Task details
If a record holds a picture, drop the picture and repeat everything else word for word.

--

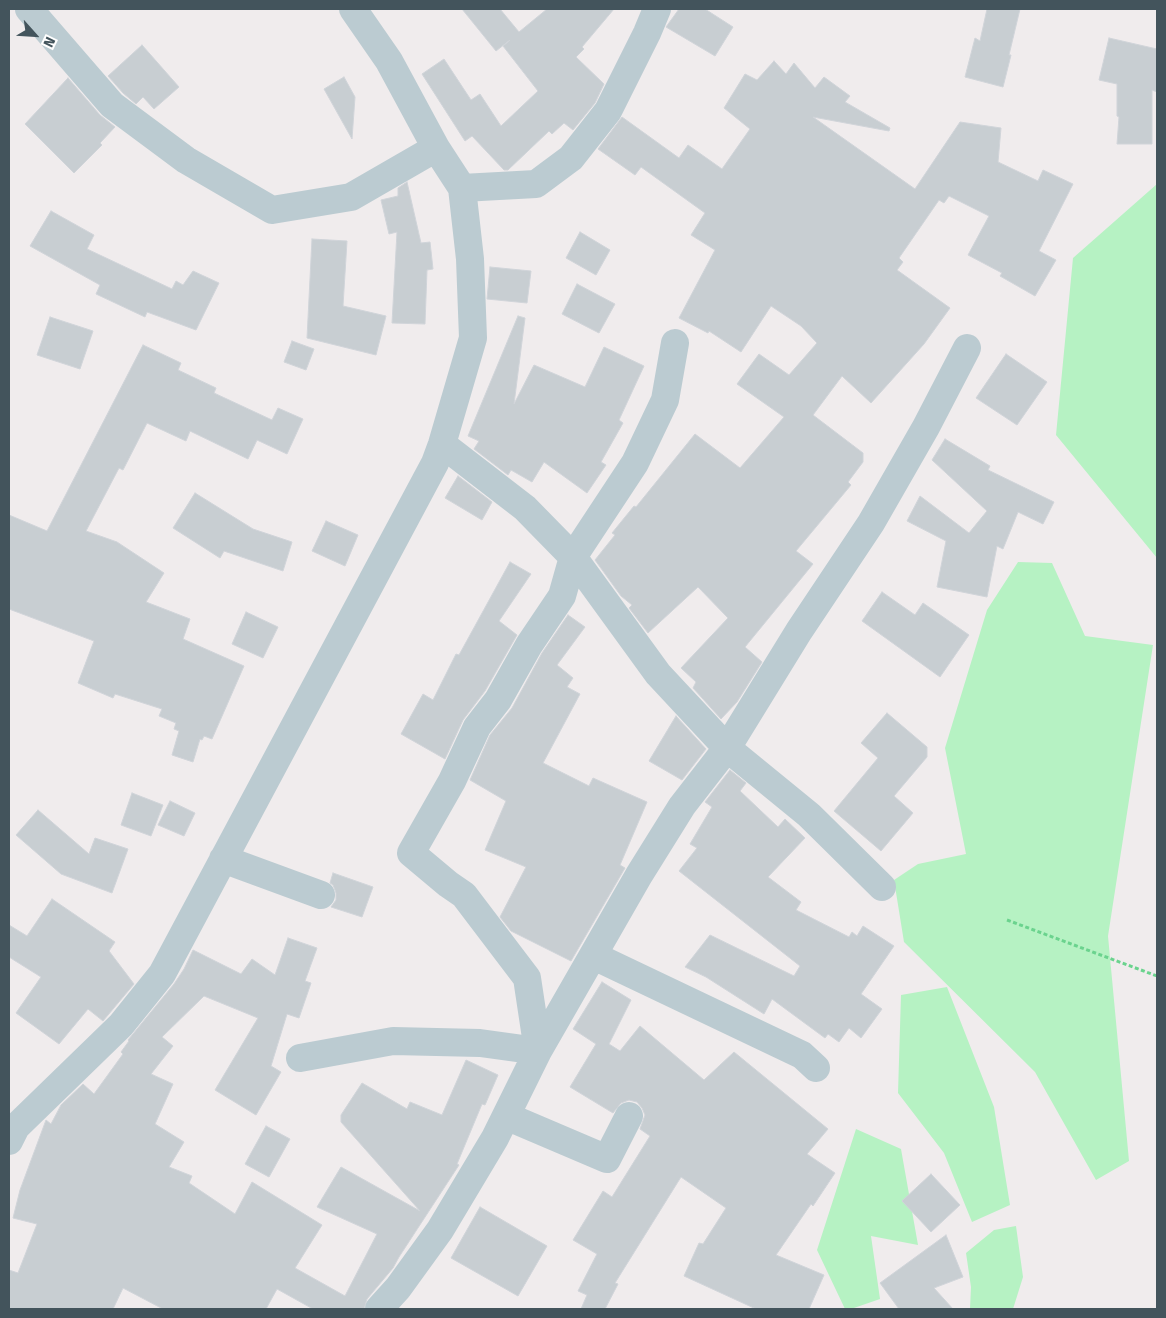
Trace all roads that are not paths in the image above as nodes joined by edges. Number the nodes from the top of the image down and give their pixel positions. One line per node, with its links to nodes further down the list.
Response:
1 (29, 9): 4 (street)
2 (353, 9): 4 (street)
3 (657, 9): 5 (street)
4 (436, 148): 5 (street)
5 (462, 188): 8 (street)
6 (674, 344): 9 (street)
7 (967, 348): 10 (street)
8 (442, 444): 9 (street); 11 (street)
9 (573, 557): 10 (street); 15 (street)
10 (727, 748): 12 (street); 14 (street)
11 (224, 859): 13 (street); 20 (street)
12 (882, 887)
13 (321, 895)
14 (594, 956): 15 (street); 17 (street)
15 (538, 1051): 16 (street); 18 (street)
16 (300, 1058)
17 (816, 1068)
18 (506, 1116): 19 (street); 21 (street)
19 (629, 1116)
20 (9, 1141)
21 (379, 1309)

--

Result of this task
Trace all roads that are not paths in the image above as nodes joined by edges. Number the nodes from the top of the image down and give their pixel positions. One line per node, with its links to nodes further down the list.
Response:
1 (29, 9): 4 (street)
2 (353, 9): 4 (street)
3 (657, 9): 5 (street)
4 (436, 148): 5 (street)
5 (462, 188): 8 (street)
6 (674, 344): 9 (street)
7 (967, 348): 10 (street)
8 (442, 444): 9 (street); 11 (street)
9 (573, 557): 10 (street); 15 (street)
10 (727, 748): 12 (street); 14 (street)
11 (224, 859): 13 (street); 20 (street)
12 (882, 887)
13 (321, 895)
14 (594, 956): 15 (street); 17 (street)
15 (538, 1051): 16 (street); 18 (street)
16 (300, 1058)
17 (816, 1068)
18 (506, 1116): 19 (street); 21 (street)
19 (629, 1116)
20 (9, 1141)
21 (379, 1309)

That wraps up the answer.